What would you try…

if you had no fear?

what would you doI went dragon boating this morning for the first time. It was one of those sparkling Sydney mornings… sun shining, clear blue sky, a slight chill in the air. It was great to be up and alive.

And, turns out, dragon boating is fun. I went with a group of girls from work – but there were 16 other people in the boat with us, all newbies. We weren’t good enough to win any races, but there we were, down in Blackwattle Bay, sun shining down on us, out amongst the tinnies, the rowers, the other dragon boats and a luxury yacht or two, splashing around, having fun.

It made me think how much losing weight and getting fit and healthy has given me. Before I started working out and lost weight, I used to avoid outings like this. It doesn’t stop everyone, but it used to stop me. I was always fearful of embarrassing myself, or being too fat to do something, too unfit to last the length of whatever it was. I would never have said yes to going along.

I used to live with a really high level of background stress. I don’t think I ever really acknowledged it, but I was worried about stuff all the time. Would the seatbelt fit on the plane? Would I be able to get out of the full restaurant without knocking someone’s table? Would I fit in the space?
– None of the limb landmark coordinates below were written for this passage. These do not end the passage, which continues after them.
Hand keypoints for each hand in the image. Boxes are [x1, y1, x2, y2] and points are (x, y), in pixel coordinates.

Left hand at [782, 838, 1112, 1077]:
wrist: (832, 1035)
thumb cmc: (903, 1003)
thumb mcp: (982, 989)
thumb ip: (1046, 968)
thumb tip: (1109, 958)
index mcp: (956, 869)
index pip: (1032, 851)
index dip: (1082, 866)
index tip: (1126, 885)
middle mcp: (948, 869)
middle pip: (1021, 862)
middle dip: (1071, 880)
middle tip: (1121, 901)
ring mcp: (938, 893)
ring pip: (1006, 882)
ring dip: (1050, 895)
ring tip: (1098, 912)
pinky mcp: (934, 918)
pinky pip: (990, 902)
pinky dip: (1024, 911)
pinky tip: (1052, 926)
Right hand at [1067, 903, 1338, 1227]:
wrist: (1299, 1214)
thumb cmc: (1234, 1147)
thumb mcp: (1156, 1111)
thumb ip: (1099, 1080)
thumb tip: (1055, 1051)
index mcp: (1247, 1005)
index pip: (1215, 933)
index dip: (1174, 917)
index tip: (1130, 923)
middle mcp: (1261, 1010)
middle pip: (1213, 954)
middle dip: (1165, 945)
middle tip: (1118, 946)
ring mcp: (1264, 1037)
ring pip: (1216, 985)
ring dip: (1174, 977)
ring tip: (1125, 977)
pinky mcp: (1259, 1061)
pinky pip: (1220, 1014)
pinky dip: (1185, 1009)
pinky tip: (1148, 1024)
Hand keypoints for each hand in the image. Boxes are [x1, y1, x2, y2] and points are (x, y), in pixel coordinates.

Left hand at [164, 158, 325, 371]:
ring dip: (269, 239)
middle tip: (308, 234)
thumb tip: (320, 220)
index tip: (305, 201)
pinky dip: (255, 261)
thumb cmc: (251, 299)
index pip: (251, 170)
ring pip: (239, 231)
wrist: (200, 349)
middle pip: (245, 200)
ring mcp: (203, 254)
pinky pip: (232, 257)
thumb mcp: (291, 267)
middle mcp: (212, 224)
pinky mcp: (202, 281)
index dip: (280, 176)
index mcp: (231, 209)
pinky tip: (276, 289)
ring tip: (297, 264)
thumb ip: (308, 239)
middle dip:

And that was just the physical stuff. The amount of thought I gave to what other people thought of me was ridiculous. Were they looking at me as I pulled the seatbelt around myself? Were they judging me if I ate the cake?

It probably shouldn’t be like that – certainly no-one should be judging anyone on how they look, and if I had a better self-esteem, maybe I wouldn’t have felt so constrained by it. But being fat made me feel I was able to participate in life less. It made me put off so many things, it made me fearful, it made me anxious. It made me delay life, and have less fun.

Probably the thing I was most fearful about was really putting in the effort to actually lose weight and get fit and healthy. Because what if I tried really hard, and I couldn’t do it. What would that mean? At least if I hadn’t really tried, I could always give it another go. So I didn’t. For a really long time.


What I know now is I CAN do it. It was not easy – there are many days when it still isn’t. But I can do it. And I can keep doing it.

Losing weight has given me so much. I feel like I’ve been given a whole new chance with life, and I want it all. I want to run, I want to lift, I want to dragon boat, I want to play tennis, to snorkle, to swim, to ride my bike… to do ALL the things! And being fit means I actually can, most of the time.  And the thing is – that’s a great motivator to keep doing the other stuff – the working out, the eating right – because the trade off is everything else I get to do.

The new normal is the me who gets out of bed to train – even on the days I don’t really feel like it. The new normal is the one who thinks consciously about what she eats. And today, the new normal feels great. The only regret – and I try not to focus on regret – is that I didn’t do it sooner.